A Comprehensive Guide to HIPAA Compliance

The Health Insurance Portability and Accountability Act (HIPAA) enacted in 1996 is a set of regulatory standards that aims at safeguarding sensitive patient data from healthcare providers. HIPAA compliance is regulated by the Department of Health and Human Services (HHS) and the provisions of the Act are enforced by the Office for Civil Rights (OCR). 

A PHI encompasses information such as patient details, electronic records, medical records, Social Security numbers, names, addresses, and more. The OCR investigates HIPAA violations that compromise the integrity of protected health information (PHI) and levies appropriate fines based on a tiered structure. 

Recent HIPAA enforcement cases such as when, Lifespan Health System was required to pay $1,040,000 for a breach of electronic PHI (ePHI) after the theft of an unencrypted laptop that affected 20,431 people demonstrates the consequences of data breaches and the importance of data protection and information security. 
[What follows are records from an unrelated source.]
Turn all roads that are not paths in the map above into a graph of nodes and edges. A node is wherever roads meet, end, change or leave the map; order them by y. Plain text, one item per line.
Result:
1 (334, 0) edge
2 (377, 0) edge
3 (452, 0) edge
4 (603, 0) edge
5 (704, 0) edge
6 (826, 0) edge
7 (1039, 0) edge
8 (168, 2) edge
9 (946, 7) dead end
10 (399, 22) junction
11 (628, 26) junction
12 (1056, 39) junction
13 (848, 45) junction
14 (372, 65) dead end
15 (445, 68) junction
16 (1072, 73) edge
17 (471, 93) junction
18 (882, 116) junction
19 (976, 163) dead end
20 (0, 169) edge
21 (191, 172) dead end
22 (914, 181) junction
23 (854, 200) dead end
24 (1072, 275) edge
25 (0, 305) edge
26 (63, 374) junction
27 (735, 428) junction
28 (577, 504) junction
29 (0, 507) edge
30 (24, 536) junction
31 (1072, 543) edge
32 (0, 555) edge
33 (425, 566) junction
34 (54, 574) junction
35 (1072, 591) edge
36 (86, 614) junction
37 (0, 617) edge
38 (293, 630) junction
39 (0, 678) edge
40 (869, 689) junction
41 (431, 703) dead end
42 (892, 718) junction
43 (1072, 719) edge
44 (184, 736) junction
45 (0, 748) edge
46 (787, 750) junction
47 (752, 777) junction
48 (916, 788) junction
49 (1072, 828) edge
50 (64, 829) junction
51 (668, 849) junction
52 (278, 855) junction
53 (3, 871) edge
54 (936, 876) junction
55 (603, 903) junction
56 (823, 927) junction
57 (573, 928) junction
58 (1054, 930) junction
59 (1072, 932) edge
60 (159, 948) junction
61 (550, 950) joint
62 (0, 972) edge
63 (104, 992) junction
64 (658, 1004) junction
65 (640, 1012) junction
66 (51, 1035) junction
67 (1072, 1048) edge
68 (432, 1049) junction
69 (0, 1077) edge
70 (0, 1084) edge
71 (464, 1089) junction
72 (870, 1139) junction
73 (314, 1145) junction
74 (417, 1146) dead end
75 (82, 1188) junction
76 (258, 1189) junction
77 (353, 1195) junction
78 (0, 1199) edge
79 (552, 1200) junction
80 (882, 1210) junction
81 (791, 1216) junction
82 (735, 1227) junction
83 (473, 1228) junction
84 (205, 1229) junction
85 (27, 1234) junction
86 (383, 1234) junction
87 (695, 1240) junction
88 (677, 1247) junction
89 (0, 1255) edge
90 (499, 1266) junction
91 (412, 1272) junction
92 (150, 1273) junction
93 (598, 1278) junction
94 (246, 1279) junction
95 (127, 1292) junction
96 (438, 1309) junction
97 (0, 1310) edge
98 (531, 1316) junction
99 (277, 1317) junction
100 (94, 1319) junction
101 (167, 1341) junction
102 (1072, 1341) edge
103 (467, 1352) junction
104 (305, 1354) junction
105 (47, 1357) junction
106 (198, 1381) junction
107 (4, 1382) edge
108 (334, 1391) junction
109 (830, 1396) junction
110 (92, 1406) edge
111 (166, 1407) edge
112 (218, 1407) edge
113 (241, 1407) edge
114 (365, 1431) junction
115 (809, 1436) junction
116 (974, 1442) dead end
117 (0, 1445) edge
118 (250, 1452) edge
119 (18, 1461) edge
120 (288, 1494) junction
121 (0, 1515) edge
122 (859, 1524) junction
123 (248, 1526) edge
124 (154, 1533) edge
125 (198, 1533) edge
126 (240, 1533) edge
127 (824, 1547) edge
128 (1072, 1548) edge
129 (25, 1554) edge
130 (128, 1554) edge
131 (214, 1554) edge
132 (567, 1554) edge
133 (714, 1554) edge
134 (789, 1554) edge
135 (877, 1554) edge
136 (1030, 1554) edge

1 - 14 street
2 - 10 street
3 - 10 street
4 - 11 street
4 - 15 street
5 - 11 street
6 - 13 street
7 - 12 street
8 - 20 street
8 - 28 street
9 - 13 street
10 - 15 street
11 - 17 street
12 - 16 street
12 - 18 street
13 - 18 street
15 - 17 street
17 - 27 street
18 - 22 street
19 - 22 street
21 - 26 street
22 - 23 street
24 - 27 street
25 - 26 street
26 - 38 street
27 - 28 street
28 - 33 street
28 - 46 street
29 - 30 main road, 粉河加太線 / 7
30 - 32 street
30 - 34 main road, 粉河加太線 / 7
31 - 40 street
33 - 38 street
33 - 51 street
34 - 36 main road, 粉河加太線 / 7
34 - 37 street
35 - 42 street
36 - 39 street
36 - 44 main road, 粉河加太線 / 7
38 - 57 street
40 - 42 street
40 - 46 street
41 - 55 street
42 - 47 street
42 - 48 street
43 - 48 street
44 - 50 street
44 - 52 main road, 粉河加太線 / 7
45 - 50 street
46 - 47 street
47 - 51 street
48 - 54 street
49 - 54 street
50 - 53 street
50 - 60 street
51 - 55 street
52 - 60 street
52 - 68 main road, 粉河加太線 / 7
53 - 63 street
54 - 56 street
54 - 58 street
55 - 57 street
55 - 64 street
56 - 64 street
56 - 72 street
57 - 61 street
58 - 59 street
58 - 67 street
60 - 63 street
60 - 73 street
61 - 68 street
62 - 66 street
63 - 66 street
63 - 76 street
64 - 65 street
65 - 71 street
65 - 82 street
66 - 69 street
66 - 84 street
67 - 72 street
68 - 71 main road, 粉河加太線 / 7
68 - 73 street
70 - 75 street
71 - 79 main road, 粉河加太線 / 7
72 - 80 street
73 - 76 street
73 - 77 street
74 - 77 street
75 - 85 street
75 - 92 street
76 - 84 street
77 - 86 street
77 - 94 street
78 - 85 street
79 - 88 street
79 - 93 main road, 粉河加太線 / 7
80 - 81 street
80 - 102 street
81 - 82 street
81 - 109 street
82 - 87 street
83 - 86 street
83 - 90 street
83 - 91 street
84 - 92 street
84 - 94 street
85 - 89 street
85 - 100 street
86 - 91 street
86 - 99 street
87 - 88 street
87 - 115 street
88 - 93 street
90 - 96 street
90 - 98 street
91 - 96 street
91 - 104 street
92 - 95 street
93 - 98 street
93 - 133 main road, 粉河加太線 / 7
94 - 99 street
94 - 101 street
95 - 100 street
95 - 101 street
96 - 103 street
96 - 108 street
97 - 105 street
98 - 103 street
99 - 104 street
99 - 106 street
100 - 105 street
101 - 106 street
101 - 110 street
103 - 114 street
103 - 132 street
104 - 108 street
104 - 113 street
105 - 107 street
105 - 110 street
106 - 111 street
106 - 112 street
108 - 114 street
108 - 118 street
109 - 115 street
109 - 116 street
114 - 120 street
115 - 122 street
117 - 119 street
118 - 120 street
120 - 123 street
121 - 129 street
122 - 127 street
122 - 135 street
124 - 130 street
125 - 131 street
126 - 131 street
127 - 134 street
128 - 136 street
Hence, being HIPAA compliant is significant for the organization to enact appropriate security measures. In this article, we will explain how to be HIPAA compliant and share a step-by-step HIPAA compliance checklist that encompasses everything you need to know.

What is HIPAA compliance?

HIPAA compliance involves the process that covered entities and business associates must follow to protect and safeguard protected health information (PHI) as is required for HIPAA certification.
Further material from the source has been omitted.